“If You Is White, You’s Alright. . . .” Stories About Colorism in America

“If You Is White, You’s Alright. . . .” Stories About Colorism in America

Washington University Global Studies Law Review
Volume 14, Issue 4: Global Perspectives on Colorism (Symposium Edition) (2015)
pages 585-607

Kimberly Jade Norwood, Henry H. Oberschelp Professor of Law; Professor of African & African American Studies
Washington University School of Law, St. Louis, Missouri

Colorism, a term believed to be first coined in 1982 by Pulitzer Prize winner Alice Walker, was defined by her to mean the “prejudicial or preferential treatment of same-race people based solely on their color.” It is not racism although there is a clear relationship. A clear example of racism would involve a business that refuses to hire black people. Colorism would not preclude the hiring of a black person, but there would be a preference for a black person with a lighter skin tone than a darker skinned person. From this example one can see too that colorism can not only occur within same-raced peoples but also across races. Colorism also is often gendered. Because of its unique relationship to who and what is beautiful, it has a tendency, although not exclusively, to affect and infect women more than men.
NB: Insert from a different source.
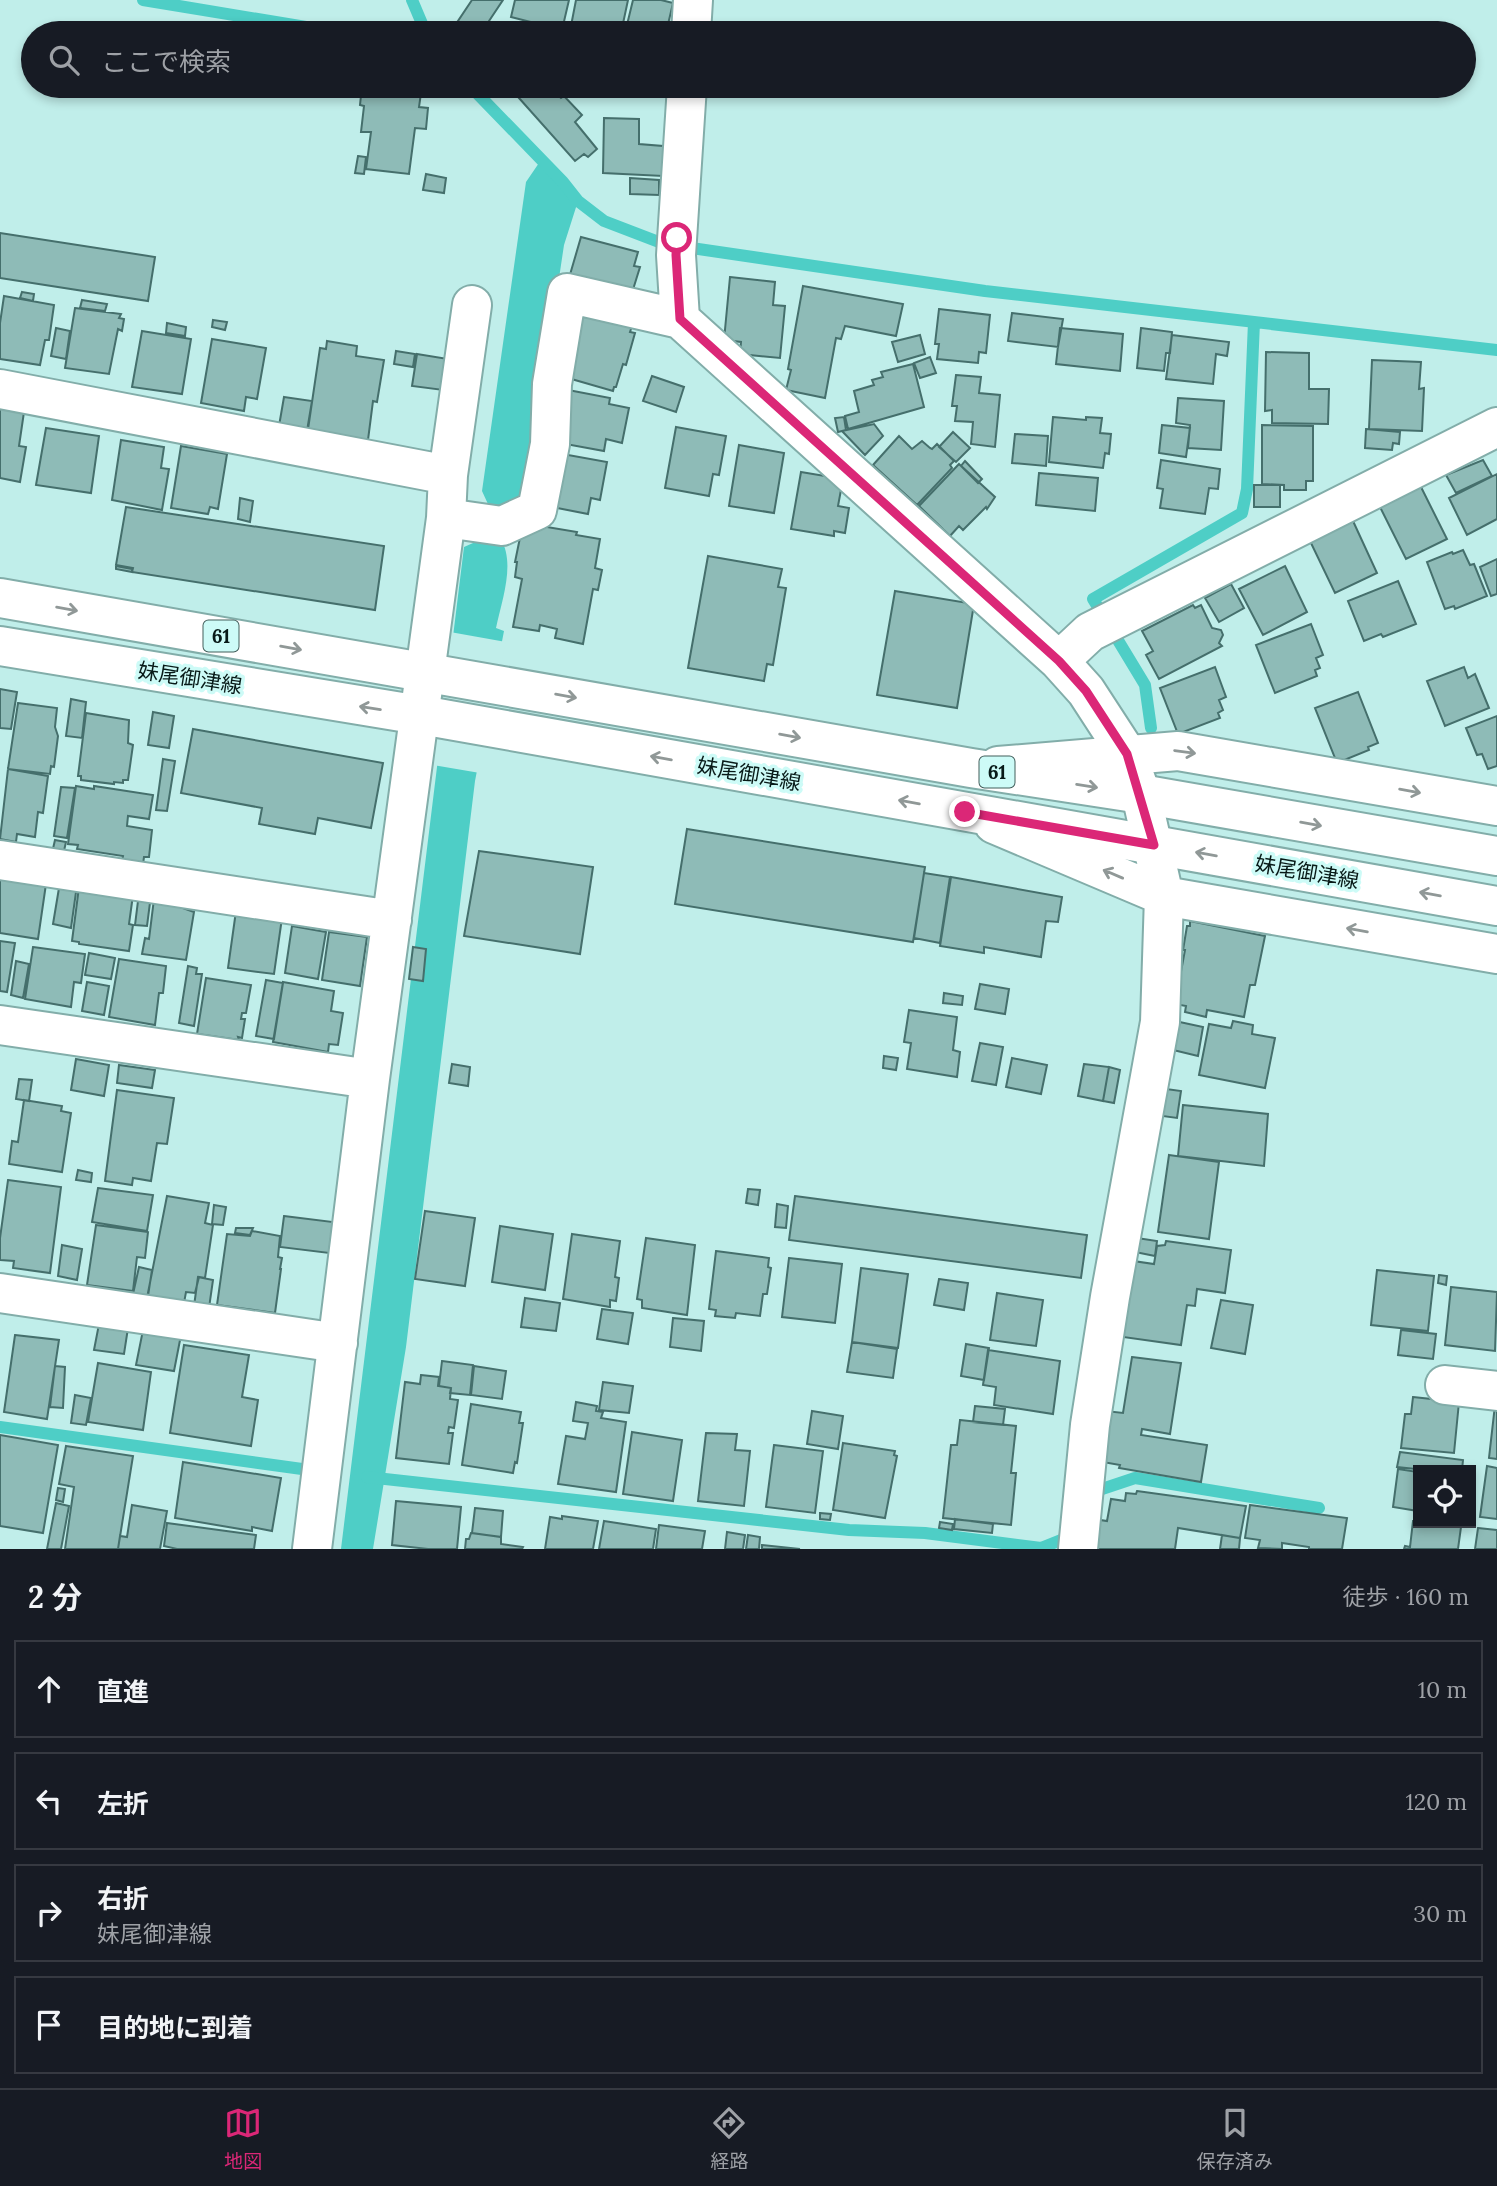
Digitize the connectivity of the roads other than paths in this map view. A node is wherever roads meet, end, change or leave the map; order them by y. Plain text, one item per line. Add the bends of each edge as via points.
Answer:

Although my first experience with colorism occurred very early in life, it never went away or otherwise resolved itself. Rather, it grew with me. And in many ways, I grew to understand that the color hierarchy was simply the way of the world. I would eventually marry and have children of my own. And through those children, I would again see colorism grow and sting. I knew that, some day, one day when I had time, I would spend time discussing, highlighting and helping to eradicate colorism. This paper offers some of my experiences with colorism and my continued growth in understanding its complexities.